Introduction
In this part we’re going to explore some popular Python tools for data science.
NumPy
Numerical Python, is the standard package for computation and array operations.
Low-level functions are written in C, therefore, very fast.
Basic operations in NumPy
We usually import as:
import numpy as np
NumPy arrays can be constructed with the following:
A = np.array([69, 420, 1337, 42])
A NumPy array is defined by:
- The number of dimensions it has (
ndim
) - The number of elements it has (
size
) - Its
shape
(number of elements along an axis) - Its
dtype
A = np.array([69, 420, 1337, 42])
# A.ndim = 1
# A.size = 4
# A.shape = (4, )
# A.dtype = int64
We can either specify the dtype
or let NumPy automatically assign it.
Different ways to create NumPy arrays that we usually use:
arange
construct numbers from a range.zeros
creates an array full of zeros, with any shape.ones
creates an array full of ones, with any shape.eye
creates the identity array.full
creates an array filled with a specific element/array.
We can reshape
our arrays and matrix, the new shape must have equal size (product of the shape).
A = np.array([69, 420, 1337, 42])
A.reshape(2, 2)
'''
[[69, 420],
[1337, 42]]
'''
This does not make a copy, this returns a view (basically a pointer).
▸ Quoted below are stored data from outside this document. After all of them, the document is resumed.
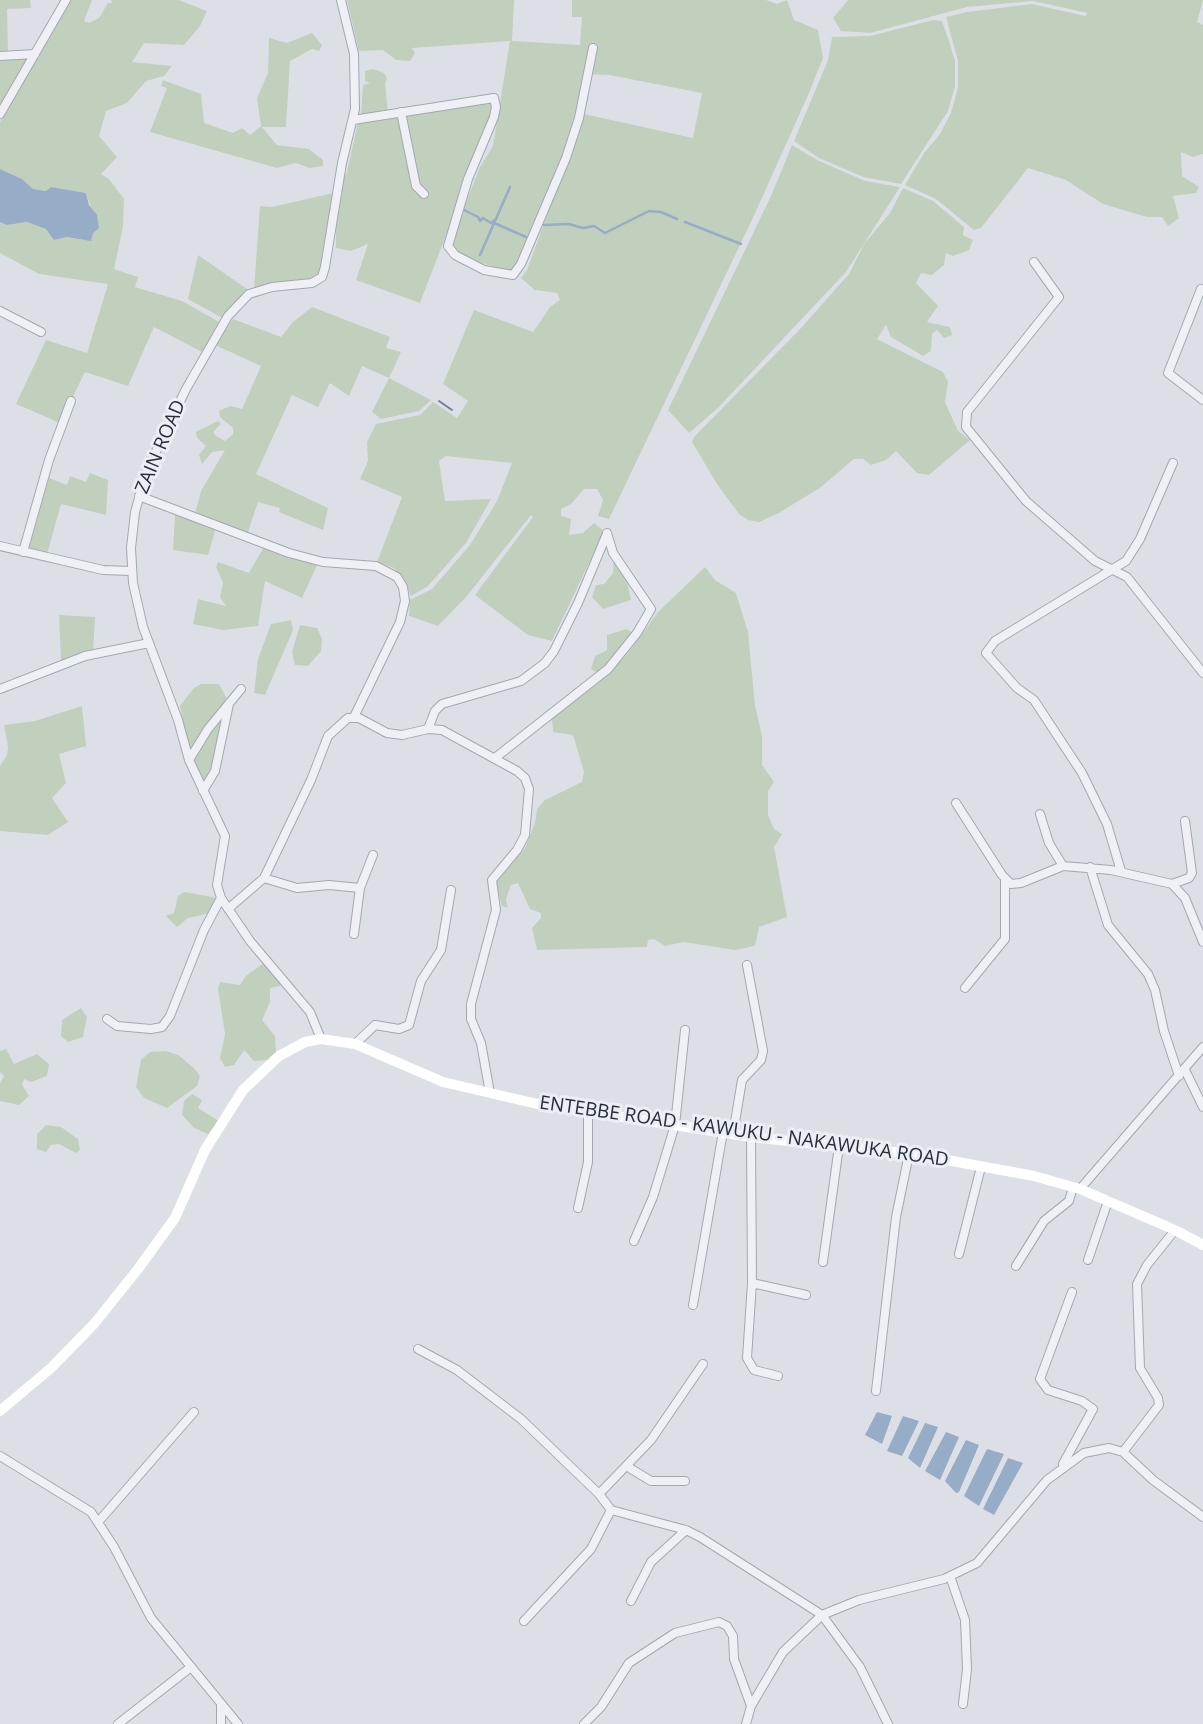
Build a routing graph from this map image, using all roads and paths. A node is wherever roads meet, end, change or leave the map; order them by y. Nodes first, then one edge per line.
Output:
1 (66, 0) edge
2 (341, 0) edge
3 (593, 48) dead end
4 (35, 54) junction
5 (0, 56) edge
6 (401, 112) junction
7 (0, 114) edge
8 (353, 120) junction
9 (424, 194) dead end
10 (1034, 262) dead end
11 (1201, 289) dead end
12 (0, 311) edge
13 (41, 332) dead end
14 (1203, 400) edge
15 (71, 401) dead end
16 (1173, 463) dead end
17 (139, 496) junction
18 (0, 546) edge
19 (23, 552) junction
20 (1115, 569) junction
21 (131, 571) junction
22 (149, 643) junction
23 (1203, 673) edge
24 (0, 689) edge
25 (240, 689) dead end
26 (229, 705) junction
27 (354, 717) junction
28 (428, 729) junction
29 (495, 758) junction
30 (189, 760) junction
31 (203, 790) junction
32 (957, 803) dead end
33 (1040, 814) dead end
34 (1185, 821) dead end
35 (373, 855) dead end
36 (1063, 866) junction
37 (1090, 867) junction
38 (1121, 871) junction
39 (264, 878) junction
40 (1005, 879) junction
41 (1172, 884) junction
42 (360, 888) junction
43 (451, 890) dead end
44 (221, 898) junction
45 (228, 909) junction
46 (354, 934) dead end
47 (1203, 942) edge
48 (747, 965) dead end
49 (965, 988) dead end
50 (107, 1018) dead end
51 (685, 1030) dead end
52 (321, 1039) junction
53 (355, 1044) junction
54 (1203, 1047) edge
55 (1182, 1073) junction
56 (490, 1093) junction
57 (1203, 1107) edge
58 (588, 1112) junction
59 (675, 1125) junction
60 (728, 1133) junction
61 (751, 1137) junction
62 (839, 1146) junction
63 (909, 1154) junction
64 (981, 1167) junction
65 (1076, 1188) junction
66 (1108, 1201) junction
67 (578, 1208) dead end
68 (1175, 1230) junction
69 (635, 1241) dead end
70 (1203, 1245) edge
71 (959, 1254) dead end
72 (1088, 1260) dead end
73 (823, 1262) dead end
74 (1016, 1266) dead end
75 (752, 1283) junction
76 (1072, 1292) dead end
77 (806, 1295) dead end
78 (693, 1305) dead end
79 (418, 1349) dead end
80 (703, 1364) dead end
81 (778, 1376) dead end
82 (876, 1391) dead end
83 (0, 1411) edge
84 (194, 1412) dead end
85 (1123, 1452) junction
86 (0, 1456) edge
87 (628, 1467) junction
88 (1061, 1467) junction
89 (685, 1481) dead end
90 (599, 1494) junction
91 (611, 1510) junction
92 (1203, 1517) edge
93 (99, 1521) junction
94 (685, 1530) junction
95 (950, 1576) junction
96 (631, 1601) dead end
97 (822, 1615) junction
98 (524, 1621) dead end
99 (191, 1667) junction
100 (221, 1704) junction
101 (963, 1704) dead end
102 (751, 1706) junction
103 (118, 1724) edge
104 (221, 1724) edge
105 (238, 1724) edge
106 (584, 1724) edge
107 (746, 1724) edge
108 (888, 1724) edge

1 - 4 street
2 - 8 street, ZAIN ROAD
3 - 6 street
4 - 5 street
4 - 7 street
6 - 8 street
6 - 9 street
8 - 17 street, ZAIN ROAD
10 - 20 street
11 - 14 street
12 - 13 street
15 - 19 street
16 - 20 street
17 - 21 street, ZAIN ROAD
17 - 27 street
18 - 19 street
19 - 21 street
20 - 23 street
20 - 38 street
21 - 22 street, ZAIN ROAD
22 - 24 street
22 - 30 street, ZAIN ROAD
25 - 26 street
26 - 30 street
26 - 31 street
27 - 28 street
27 - 39 street
28 - 29 street
28 - 29 street
29 - 56 street
30 - 31 street, ZAIN ROAD
31 - 44 street, ZAIN ROAD
32 - 40 street
33 - 36 street
34 - 41 street
35 - 42 street
36 - 37 street
36 - 40 street
37 - 38 street
37 - 55 street
38 - 41 street
39 - 42 street
39 - 45 street
40 - 49 street
41 - 47 street
42 - 46 street
43 - 53 street
44 - 45 street
44 - 50 street
45 - 52 street
48 - 60 street
51 - 59 street
52 - 53 main road, ENTEBBE ROAD - KAWUKU - NAKAWUKA ROAD
52 - 83 main road, ENTEBBE ROAD - KAWUKU - NAKAWUKA ROAD
53 - 56 main road, ENTEBBE ROAD - KAWUKU - NAKAWUKA ROAD
54 - 55 street
55 - 57 street
55 - 65 street
56 - 58 main road, ENTEBBE ROAD - KAWUKU - NAKAWUKA ROAD
58 - 59 main road, ENTEBBE ROAD - KAWUKU - NAKAWUKA ROAD
58 - 67 street
59 - 60 main road, ENTEBBE ROAD - KAWUKU - NAKAWUKA ROAD
59 - 69 street
60 - 61 main road, ENTEBBE ROAD - KAWUKU - NAKAWUKA ROAD
60 - 78 street
61 - 62 main road, ENTEBBE ROAD - KAWUKU - NAKAWUKA ROAD
61 - 75 street
62 - 63 main road, ENTEBBE ROAD - KAWUKU - NAKAWUKA ROAD
62 - 73 street
63 - 64 main road, ENTEBBE ROAD - KAWUKU - NAKAWUKA ROAD
63 - 82 street
64 - 65 main road, ENTEBBE ROAD - KAWUKU - NAKAWUKA ROAD
64 - 71 street
65 - 66 main road, ENTEBBE ROAD - KAWUKU - NAKAWUKA ROAD
65 - 74 street
66 - 68 main road, ENTEBBE ROAD - KAWUKU - NAKAWUKA ROAD
66 - 72 street
68 - 70 main road, ENTEBBE ROAD - KAWUKU - NAKAWUKA ROAD
68 - 85 street
75 - 77 street
75 - 81 street
76 - 88 street
79 - 90 street
80 - 87 street
84 - 93 street
85 - 88 street
85 - 92 street
86 - 93 street
87 - 89 street
87 - 90 street
88 - 95 street
90 - 91 street
91 - 94 street
91 - 98 street
93 - 99 street
94 - 96 street
94 - 97 street
95 - 97 street
95 - 101 street
97 - 102 street
97 - 108 street
99 - 100 street
99 - 103 street
100 - 104 street
100 - 105 street
102 - 106 street
102 - 107 street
We can transpose our arrays and matrix as well:
A = np.array([69, 420, 1337, 42])
A.reshape(2, 2).T
'''
[[69, 1337],
[420, 42]]
'''
We can change the dtype with the .astype()
function:
A = np.array([69, 420, 1337, 42])
A.astype(np.float32)
'''
[69.0, 420.0, 1337.0, 42.0]
'''
We access elements in NumPy arrays with usual bracket notation:
A = np.array([69, 420, 1337, 42])
A[0]
'''
69
'''
NumPy supports Python style slicing:
A = np.array([69, 420, 1337, 42])
# A[1:-1] = [420, 1337]
# A[::2] = [69, 1337]
NumPy supports all basic math operations:
A = np.array([69, 420, 1337, 42])
# A + 1 = [70, 421, 1338, 43]
There are a lot more functions to explore :)
Matplotlib
Matplotlib is the standard way of plotting figures and graphs in Python. Used for ploting any kind of plot you can think of, scatter plots, line plots, contour plots, etc.
It comes with multiple APIs, but the standard one for Python is the pyplot
API. Let’s take a look at a practical example.
Anscombe’s quartet
Anscombe’s quartet is a small dataset that shows the importance of graphing your data when dealing with statistics.
To understand we’ll graph this dataset for ourselves:
import numpy as np
import matplotlib.pyplot as plt
Firstly, let’s import numpy for the data processing and matplot for the plotting.
anscombe_data = np.array([10.0, 8.04, 10.0, 9.14, 10.0, 7.46, 8.0, 6.58,
8.0, 6.95, 8.0, 8.14, 8.0, 6.77, 8.0, 5.76,
13.0, 7.58, 13.0, 8.74, 13.0, 12.74, 8.0, 7.71,
9.0, 8.81, 9.0, 8.77, 9.0, 7.11, 8.0, 8.84,
11.0, 8.33, 11.0, 9.26, 11.0, 7.81, 8.0, 8.47,
14.0, 9.96, 14.0, 8.10, 14.0, 8.84, 8.0, 7.04,
6.0, 7.24, 6.0, 6.13, 6.0, 6.08, 8.0, 5.25,
4.0, 4.26, 4.0, 3.10, 4.0, 5.39, 19.0, 12.50,
12.0, 10.84, 12.0, 9.13, 12.0, 8.15, 8.0, 5.56,
7.0, 4.82, 7.0, 7.26, 7.0, 6.42, 8.0, 7.91,
5.0, 5.68, 5.0, 4.74, 5.0, 5.73, 8.0, 6.89])
Let’s reshape our NumPy array so it is a bit more readble and how it looks in Wikipedia.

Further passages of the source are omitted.